第3回

この国の聖女は、名前を呼ばれることはありません。神の力を与えられただけで、ただの人だからです。と言われてはいますが、実のところは誰も分かりません。実際、他国では名前で呼ばれている方もいますからね。


どうして、この国では呼ぶことが禁じられているのでしょうか。それは、本人を認識させないためという説が有効です。個人崇拝に繋がるといった説もあります。


これは、聖女関連の文献をひたすら読み漁った私の仮説ですが聞いてもらえますか?何故って、こうでもしないとこの原稿が埋まらないからです。


【まだこの国の聖女が名前で呼ばれていたころのこと。アリアとメイベル、2人の聖女がおりました。仲はとても良く、まるで本当の姉妹のようだと言われていました。でも、ある日のこと。メイベルが亡くなりました。アリアは言いました。私がやりました。メイベルが褒められていたから。メイベルの後は、毎回そう。私じゃダメなんだって。そしたら、神さまに似た声が聞こえたの。聖女になったときみたいに。アリアは、魔の神に魅入られていました。アリアは、メイベルの死体とともに消えました】


実際、悪くないと思うのですよね。この国の聖女から名前が消えた時代、その前後に魔の神に魅入られ、魔女となった聖女がいたことは事実ですから。

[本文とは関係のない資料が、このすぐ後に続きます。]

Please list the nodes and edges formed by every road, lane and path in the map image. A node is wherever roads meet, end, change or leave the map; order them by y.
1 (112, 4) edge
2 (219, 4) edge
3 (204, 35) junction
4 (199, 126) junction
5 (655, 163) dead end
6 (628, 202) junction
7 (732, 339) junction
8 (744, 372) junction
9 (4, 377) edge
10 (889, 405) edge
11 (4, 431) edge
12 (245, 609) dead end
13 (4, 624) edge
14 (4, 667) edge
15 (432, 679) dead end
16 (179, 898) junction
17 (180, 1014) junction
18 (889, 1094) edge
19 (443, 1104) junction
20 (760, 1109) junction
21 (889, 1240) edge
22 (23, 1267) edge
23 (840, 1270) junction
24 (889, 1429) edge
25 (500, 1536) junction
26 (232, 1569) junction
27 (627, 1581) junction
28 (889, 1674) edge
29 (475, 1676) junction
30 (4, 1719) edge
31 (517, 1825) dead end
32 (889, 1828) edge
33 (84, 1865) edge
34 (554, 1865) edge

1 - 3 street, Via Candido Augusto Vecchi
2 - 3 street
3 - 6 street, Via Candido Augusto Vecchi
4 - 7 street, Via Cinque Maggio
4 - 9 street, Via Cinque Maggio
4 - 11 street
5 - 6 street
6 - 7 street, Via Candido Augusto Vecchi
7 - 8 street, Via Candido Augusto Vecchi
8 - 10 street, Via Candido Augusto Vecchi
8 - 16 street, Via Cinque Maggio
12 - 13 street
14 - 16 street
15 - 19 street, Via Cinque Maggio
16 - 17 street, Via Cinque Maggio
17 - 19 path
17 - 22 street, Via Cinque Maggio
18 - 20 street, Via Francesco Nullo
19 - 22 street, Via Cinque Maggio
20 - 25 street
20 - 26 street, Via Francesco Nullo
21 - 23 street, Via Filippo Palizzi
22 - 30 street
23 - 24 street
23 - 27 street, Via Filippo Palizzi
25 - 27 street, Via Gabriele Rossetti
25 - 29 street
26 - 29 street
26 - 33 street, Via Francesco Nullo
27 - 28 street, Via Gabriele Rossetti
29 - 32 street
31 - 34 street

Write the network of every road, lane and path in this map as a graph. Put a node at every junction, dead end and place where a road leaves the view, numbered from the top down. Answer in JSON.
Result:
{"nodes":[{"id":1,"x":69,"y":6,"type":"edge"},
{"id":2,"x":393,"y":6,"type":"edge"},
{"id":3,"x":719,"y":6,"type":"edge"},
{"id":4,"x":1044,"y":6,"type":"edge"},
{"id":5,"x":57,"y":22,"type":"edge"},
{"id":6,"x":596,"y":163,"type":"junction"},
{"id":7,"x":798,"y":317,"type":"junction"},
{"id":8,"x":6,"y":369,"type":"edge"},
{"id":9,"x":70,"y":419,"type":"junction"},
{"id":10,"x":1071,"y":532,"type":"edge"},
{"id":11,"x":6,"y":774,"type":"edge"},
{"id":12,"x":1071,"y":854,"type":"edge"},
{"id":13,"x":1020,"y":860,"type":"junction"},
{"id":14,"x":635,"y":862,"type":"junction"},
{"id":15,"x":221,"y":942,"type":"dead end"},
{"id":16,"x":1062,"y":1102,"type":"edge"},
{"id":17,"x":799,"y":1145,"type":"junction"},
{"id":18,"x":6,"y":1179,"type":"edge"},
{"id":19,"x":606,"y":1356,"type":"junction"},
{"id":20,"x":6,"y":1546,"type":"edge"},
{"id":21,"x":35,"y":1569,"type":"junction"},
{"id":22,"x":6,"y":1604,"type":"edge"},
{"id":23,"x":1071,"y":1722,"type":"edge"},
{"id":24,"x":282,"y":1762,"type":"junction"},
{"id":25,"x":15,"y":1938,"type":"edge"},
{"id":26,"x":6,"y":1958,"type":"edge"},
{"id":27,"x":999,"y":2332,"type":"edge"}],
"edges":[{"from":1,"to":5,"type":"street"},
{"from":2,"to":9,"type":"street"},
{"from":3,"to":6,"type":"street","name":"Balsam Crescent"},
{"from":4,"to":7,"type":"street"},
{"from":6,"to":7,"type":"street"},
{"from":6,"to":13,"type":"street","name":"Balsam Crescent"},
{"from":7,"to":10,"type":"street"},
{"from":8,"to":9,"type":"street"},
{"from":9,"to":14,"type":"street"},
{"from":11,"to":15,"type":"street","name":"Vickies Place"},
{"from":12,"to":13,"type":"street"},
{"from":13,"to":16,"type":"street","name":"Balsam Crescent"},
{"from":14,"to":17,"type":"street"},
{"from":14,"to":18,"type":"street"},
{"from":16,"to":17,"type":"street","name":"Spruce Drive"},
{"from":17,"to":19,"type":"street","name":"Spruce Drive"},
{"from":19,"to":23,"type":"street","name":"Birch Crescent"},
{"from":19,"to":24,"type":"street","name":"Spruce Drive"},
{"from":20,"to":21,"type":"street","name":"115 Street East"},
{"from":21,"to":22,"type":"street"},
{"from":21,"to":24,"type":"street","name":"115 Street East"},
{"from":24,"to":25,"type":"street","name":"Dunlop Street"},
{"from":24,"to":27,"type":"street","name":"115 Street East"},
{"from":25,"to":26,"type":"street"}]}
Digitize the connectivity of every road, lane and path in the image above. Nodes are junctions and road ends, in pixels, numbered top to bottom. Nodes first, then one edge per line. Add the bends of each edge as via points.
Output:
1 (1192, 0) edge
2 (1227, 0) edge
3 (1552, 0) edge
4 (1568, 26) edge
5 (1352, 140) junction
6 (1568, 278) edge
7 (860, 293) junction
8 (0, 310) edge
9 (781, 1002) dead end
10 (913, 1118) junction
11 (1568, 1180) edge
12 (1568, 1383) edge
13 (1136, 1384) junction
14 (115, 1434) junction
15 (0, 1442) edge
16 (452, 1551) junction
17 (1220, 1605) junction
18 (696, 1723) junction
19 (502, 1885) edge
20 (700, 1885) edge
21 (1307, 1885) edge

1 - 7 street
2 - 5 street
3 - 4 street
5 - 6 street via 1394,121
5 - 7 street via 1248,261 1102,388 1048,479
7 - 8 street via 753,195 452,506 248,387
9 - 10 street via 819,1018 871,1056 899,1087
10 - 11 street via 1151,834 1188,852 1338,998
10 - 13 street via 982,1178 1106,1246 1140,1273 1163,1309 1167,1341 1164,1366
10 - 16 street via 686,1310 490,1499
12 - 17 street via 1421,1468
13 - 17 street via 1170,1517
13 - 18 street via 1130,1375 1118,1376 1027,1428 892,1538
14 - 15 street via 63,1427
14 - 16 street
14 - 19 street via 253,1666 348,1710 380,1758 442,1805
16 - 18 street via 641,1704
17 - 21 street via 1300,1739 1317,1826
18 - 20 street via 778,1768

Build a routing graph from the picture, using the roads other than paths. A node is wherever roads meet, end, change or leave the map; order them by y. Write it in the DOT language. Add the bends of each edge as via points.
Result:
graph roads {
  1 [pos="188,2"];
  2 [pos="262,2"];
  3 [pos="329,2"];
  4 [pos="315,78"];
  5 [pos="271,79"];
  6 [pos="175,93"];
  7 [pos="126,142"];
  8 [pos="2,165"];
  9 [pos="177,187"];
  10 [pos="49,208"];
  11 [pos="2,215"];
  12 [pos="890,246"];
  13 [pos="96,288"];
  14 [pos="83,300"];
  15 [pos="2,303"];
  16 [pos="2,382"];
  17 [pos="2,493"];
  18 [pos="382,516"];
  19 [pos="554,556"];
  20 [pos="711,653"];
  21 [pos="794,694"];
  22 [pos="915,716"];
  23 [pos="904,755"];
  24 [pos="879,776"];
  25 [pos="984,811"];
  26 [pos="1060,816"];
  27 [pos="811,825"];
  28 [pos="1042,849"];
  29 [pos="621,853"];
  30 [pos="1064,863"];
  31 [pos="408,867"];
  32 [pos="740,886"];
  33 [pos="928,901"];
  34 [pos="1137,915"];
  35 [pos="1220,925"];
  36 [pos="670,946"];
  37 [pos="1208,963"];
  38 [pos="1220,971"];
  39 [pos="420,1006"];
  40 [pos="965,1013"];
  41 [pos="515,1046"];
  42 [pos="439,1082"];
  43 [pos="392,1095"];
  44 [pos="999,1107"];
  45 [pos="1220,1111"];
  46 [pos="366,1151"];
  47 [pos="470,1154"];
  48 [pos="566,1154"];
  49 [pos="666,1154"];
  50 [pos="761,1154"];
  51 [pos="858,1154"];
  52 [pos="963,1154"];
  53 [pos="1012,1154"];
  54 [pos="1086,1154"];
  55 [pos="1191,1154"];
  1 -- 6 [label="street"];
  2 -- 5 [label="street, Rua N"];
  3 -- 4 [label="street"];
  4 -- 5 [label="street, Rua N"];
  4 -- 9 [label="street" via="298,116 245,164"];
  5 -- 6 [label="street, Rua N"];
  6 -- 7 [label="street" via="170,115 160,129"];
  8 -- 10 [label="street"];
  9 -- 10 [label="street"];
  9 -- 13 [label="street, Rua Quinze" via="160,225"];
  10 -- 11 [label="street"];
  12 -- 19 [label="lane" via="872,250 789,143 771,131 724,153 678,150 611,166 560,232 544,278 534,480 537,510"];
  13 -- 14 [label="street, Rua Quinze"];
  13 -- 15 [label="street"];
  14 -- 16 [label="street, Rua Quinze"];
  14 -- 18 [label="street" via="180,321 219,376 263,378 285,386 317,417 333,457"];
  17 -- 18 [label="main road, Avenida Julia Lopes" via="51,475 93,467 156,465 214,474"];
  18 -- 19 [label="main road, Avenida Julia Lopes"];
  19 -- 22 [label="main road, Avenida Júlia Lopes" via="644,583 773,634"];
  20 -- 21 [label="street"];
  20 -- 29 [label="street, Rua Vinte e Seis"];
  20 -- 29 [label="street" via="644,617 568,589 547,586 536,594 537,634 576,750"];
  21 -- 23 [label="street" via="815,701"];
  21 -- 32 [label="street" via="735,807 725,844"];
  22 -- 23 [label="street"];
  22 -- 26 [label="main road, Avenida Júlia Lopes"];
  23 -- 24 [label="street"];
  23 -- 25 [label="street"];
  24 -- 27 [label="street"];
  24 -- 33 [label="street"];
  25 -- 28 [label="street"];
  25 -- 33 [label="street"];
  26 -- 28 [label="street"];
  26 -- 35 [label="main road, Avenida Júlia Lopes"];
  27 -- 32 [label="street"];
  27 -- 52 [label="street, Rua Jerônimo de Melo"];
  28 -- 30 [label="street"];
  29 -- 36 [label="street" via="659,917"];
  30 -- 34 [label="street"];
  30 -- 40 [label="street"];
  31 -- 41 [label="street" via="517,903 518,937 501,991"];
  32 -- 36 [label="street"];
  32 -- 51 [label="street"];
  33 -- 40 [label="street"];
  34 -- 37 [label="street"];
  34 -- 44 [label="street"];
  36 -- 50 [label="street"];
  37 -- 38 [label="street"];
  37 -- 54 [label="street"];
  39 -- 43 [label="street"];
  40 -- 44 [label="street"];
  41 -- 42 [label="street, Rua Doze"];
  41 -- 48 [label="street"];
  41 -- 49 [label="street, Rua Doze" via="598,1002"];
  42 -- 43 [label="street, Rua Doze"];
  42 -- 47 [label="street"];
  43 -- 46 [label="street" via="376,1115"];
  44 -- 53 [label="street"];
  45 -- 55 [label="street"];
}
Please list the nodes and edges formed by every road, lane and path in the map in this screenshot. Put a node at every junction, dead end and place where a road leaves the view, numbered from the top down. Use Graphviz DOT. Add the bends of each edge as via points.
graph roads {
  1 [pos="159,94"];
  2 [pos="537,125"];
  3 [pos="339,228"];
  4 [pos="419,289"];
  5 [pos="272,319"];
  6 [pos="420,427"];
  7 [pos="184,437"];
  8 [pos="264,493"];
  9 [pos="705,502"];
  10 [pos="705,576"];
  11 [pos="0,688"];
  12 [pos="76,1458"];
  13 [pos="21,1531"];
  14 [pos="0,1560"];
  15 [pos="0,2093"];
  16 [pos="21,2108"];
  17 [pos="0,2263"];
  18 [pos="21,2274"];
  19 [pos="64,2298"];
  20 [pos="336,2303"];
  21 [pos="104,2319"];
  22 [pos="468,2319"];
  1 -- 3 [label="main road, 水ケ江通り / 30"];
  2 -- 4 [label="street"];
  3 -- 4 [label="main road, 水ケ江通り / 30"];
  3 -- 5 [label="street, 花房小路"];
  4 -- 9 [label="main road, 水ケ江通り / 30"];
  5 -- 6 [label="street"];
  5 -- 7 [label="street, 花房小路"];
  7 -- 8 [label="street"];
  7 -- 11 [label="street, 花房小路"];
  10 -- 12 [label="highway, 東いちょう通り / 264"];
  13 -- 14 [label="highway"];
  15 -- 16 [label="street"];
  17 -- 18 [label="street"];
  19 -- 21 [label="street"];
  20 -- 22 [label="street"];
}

さて、仮説で少しでも原稿が埋まったことですし、次の話に行きましょう。


聖女が名前を呼ばれることがないとは言いましたが、例外があるのです。


それは、ペアを組む見習い神官様です。


これもあって、結婚まで進むことが多いのです。名前を知っていても、それぞれの道を行く、これも勿論素敵ですけどね。


だからこそ、驚きました。彼が、私に言ったこと。


「俺に、貴女の名前を呼ぶ権利を下さい」


ね、素敵でしょう。私の大好きなロマンス小説みたいで。